Hierarchies of Attention and Abstraction in Observability

When designing observability and controllability interfaces for systems of services, or any system for that matter, it is essential to consider how it connects the operator to the operational domain in terms of the information content, structure, and (visual) forms. What representation is most effective in the immediate grounding of an operator within a situation? How efficiently and accurately can the information be communicated, playing to perceptual and cognitive strengths? Here is where an abstraction and attention hierarchy can significantly facilitate the monitoring and management of a complex system, chiefly where situational awareness, understanding of dynamics and constraints, and the ability to predict, to some small degree into the future, are of critical importance.

While an abstraction hierarchy consists of multiple levels (or layers), it still relates to the same operational domain, much like situational awareness or service level management. At each level, a new model of terms, concepts, and relations are introduced. An observer of such a hierarchically organized system can decide which particular level of information and interaction is most suitable for the task (or goal) at hand, based on their level of expertise and knowledge of the system. Levels in the abstraction hierarchy regulate lower levels by way of constraints and conditions, whereas lower levels stimulate state changes in higher levels. In crossing the layered boundaries, an operator increases their understanding of the system. Moving from bottom to top, the operator obtains a greater awareness of what is significant in terms of the system’s functioning and goals. While moving from top to bottom, a more detailed explanation and exploration are provided of how a system brings about higher levels’ goals and plans – dynamics surface at the top and data at the bottom. It is important that there is some degree of traceability and relatability in moving in either direction.

In thinking about an abstraction level, several internal processes and functions come to mind that occur as information flows upwards from a lower level, passing through before being translated and transformed into something more significant and relevant at a level above. It starts with some stimulus deemed as a happening, an event, originating within either the environment or a lower level if one is present. A recurring stimulus becomes a signal if it pertains to the model and has benefit in terms of constraint, correction, and conditioning. Then, depending on sensitivities, much of the noise is eliminated to prioritize what is significant or signified by signaling. Following on from significance, a process of sequence recording, recalling, and recognition results in the synthesis of meaningful patterns. It starts with measurement, passing through to the model, and ending with the memory of such. Finally, the new information produced is propagated upwards to the next level of abstraction in the hierarchy, typically in a far more condensed form that gives utmost attention to changes in patterned or predicated behavior relevant to the means employed in achieving the higher-level goal(s).

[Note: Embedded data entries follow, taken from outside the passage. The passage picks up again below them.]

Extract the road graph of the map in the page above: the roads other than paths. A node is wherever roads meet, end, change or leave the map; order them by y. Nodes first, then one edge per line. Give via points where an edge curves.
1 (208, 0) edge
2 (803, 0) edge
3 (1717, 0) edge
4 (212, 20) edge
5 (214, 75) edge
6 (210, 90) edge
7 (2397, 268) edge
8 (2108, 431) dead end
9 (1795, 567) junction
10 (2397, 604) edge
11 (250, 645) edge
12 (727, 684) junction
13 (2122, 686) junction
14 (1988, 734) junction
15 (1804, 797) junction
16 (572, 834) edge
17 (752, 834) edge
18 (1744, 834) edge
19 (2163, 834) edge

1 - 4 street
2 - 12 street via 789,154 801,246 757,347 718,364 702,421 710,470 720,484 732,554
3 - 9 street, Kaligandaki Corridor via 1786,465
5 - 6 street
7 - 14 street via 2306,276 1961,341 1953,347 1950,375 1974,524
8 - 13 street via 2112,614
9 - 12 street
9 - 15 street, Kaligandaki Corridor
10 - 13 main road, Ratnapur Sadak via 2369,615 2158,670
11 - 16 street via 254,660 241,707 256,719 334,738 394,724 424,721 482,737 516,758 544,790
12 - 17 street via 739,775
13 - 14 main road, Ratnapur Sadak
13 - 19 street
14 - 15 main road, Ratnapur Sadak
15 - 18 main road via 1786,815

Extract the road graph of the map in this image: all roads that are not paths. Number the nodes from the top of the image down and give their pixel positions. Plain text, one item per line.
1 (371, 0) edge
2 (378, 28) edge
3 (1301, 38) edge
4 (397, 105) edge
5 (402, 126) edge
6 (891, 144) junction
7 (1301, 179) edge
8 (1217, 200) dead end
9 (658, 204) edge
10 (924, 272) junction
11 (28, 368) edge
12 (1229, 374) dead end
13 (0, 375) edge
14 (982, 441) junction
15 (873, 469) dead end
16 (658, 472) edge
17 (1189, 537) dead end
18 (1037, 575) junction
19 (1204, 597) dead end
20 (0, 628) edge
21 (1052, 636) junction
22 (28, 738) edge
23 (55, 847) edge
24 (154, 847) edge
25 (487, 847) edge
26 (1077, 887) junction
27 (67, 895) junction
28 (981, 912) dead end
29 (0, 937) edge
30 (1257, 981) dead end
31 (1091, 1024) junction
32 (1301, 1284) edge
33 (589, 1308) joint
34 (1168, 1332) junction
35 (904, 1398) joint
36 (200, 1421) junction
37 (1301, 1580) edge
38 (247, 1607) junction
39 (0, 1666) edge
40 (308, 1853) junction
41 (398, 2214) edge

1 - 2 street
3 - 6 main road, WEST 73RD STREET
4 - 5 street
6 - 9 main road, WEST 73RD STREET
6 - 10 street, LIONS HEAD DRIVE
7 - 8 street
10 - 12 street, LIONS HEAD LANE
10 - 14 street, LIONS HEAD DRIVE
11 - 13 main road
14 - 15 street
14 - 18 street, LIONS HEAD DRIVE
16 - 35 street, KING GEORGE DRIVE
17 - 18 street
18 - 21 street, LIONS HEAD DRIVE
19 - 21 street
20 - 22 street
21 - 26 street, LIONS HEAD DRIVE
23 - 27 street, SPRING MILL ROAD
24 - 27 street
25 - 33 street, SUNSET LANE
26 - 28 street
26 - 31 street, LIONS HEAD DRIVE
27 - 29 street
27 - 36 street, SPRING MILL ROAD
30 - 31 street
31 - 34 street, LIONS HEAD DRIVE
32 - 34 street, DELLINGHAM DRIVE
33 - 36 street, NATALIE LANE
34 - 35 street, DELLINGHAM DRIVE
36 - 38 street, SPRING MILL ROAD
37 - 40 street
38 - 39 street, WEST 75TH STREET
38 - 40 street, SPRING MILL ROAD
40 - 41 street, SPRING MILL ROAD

With OpenSignals for Services, there is at least a minimum of three levels of abstraction to the hierarchy, leaving out service level management, which can be layered on top. The first level of abstraction pertains to the machine world’s spatial and (meta) state aspects, where a stimulus is sensed – the referent layer. Here services (or endpoints) within a distributed system of executing processes are mapped to a model consisting of Context, Environment, Service, and Name elements. The next level above, the signaling layer, is where executing instrumented code is transcribed into a series of Signal firings on references within the level below. In this second level, code execution’s complicated nature across service boundaries entailing failure, retry, and fallback mechanisms are translated into a standard set of tokens. The small set of signals is akin to RISC (reduced instruction set computer) design, but instead of a computer execution architecture, it pertains to service-to-service communication across machine and process boundaries. Depending on the service Provider implementation (SPI), the signals will be scored based on sensitivity and sequencing settings, which can in part be driven by the current state in the level above, and a status inferred for each signaling Service registered within a Context. For recording and diagnostics purposes, the signaling level also allows for the registration of a Subscriber and, in turn, Callback.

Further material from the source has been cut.